● **MATERIAL FOR THIS EXERCISE**
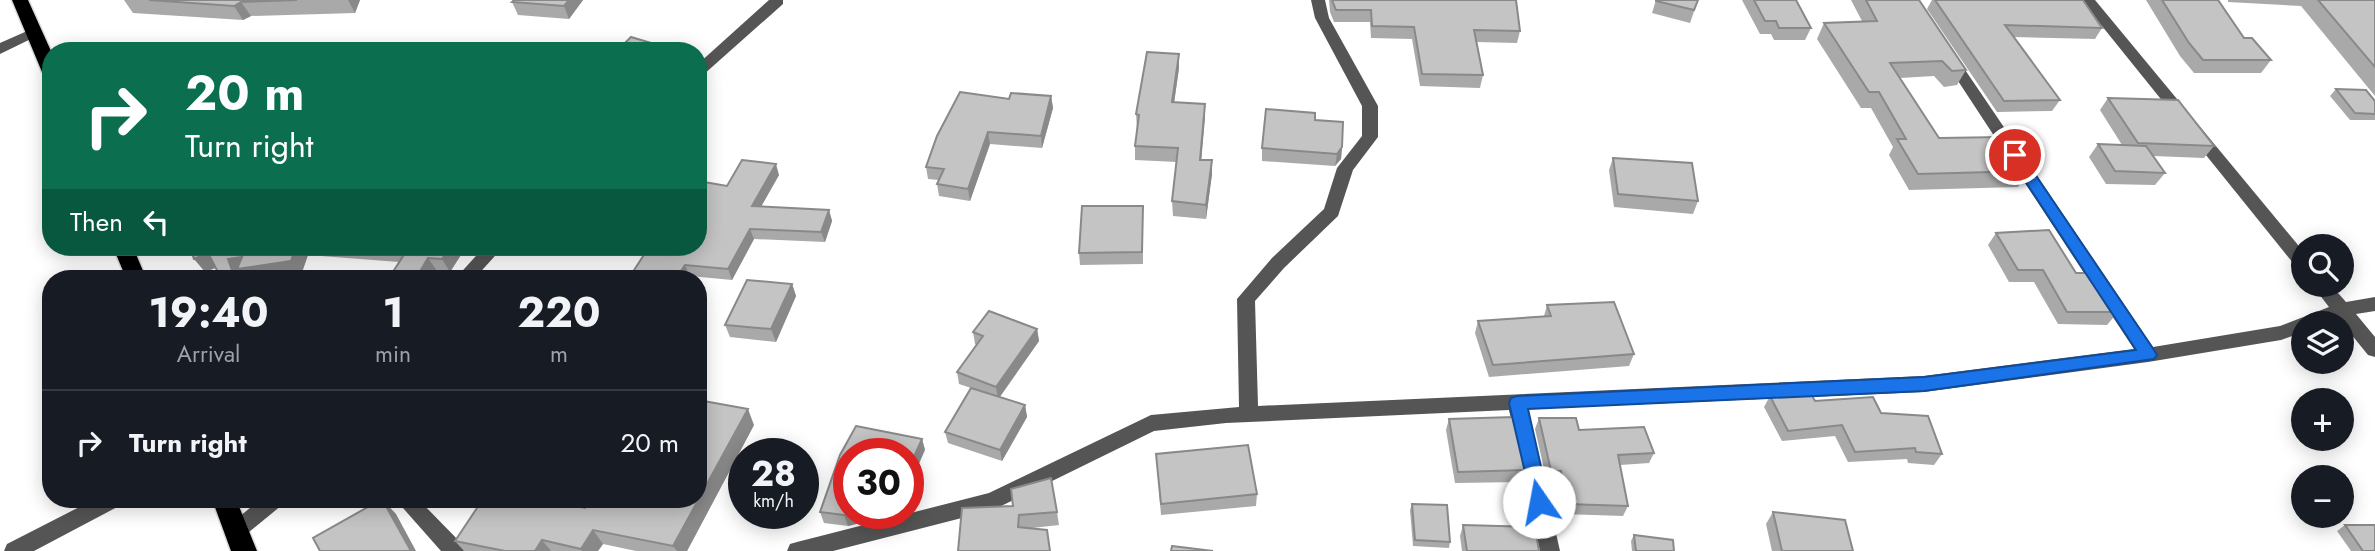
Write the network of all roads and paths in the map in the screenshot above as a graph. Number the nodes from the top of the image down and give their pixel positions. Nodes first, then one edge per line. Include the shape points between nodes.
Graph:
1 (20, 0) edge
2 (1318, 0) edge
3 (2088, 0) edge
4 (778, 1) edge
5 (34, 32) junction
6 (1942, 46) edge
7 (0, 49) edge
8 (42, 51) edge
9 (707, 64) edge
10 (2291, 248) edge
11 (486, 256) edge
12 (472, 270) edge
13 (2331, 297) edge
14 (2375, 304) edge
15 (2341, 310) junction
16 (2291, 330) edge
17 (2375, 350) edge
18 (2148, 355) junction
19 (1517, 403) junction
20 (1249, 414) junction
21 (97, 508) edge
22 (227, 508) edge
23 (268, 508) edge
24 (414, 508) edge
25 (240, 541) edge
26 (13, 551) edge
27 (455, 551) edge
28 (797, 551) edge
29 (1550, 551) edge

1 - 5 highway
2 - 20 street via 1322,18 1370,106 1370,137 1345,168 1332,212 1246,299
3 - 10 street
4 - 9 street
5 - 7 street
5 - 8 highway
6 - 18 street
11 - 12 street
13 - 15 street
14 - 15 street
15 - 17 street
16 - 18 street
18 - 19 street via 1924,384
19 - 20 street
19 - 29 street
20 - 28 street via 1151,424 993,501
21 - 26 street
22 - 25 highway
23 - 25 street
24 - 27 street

● **AIM OF THE EXERCISE**
In your copy, restate the data above word for word but leave out any picture.

● **TASK OUTPUT**
Write the network of all roads and paths in the map in the screenshot above as a graph. Number the nodes from the top of the image down and give their pixel positions. Nodes first, then one edge per line. Include the shape points between nodes.
Graph:
1 (20, 0) edge
2 (1318, 0) edge
3 (2088, 0) edge
4 (778, 1) edge
5 (34, 32) junction
6 (1942, 46) edge
7 (0, 49) edge
8 (42, 51) edge
9 (707, 64) edge
10 (2291, 248) edge
11 (486, 256) edge
12 (472, 270) edge
13 (2331, 297) edge
14 (2375, 304) edge
15 (2341, 310) junction
16 (2291, 330) edge
17 (2375, 350) edge
18 (2148, 355) junction
19 (1517, 403) junction
20 (1249, 414) junction
21 (97, 508) edge
22 (227, 508) edge
23 (268, 508) edge
24 (414, 508) edge
25 (240, 541) edge
26 (13, 551) edge
27 (455, 551) edge
28 (797, 551) edge
29 (1550, 551) edge

1 - 5 highway
2 - 20 street via 1322,18 1370,106 1370,137 1345,168 1332,212 1246,299
3 - 10 street
4 - 9 street
5 - 7 street
5 - 8 highway
6 - 18 street
11 - 12 street
13 - 15 street
14 - 15 street
15 - 17 street
16 - 18 street
18 - 19 street via 1924,384
19 - 20 street
19 - 29 street
20 - 28 street via 1151,424 993,501
21 - 26 street
22 - 25 highway
23 - 25 street
24 - 27 street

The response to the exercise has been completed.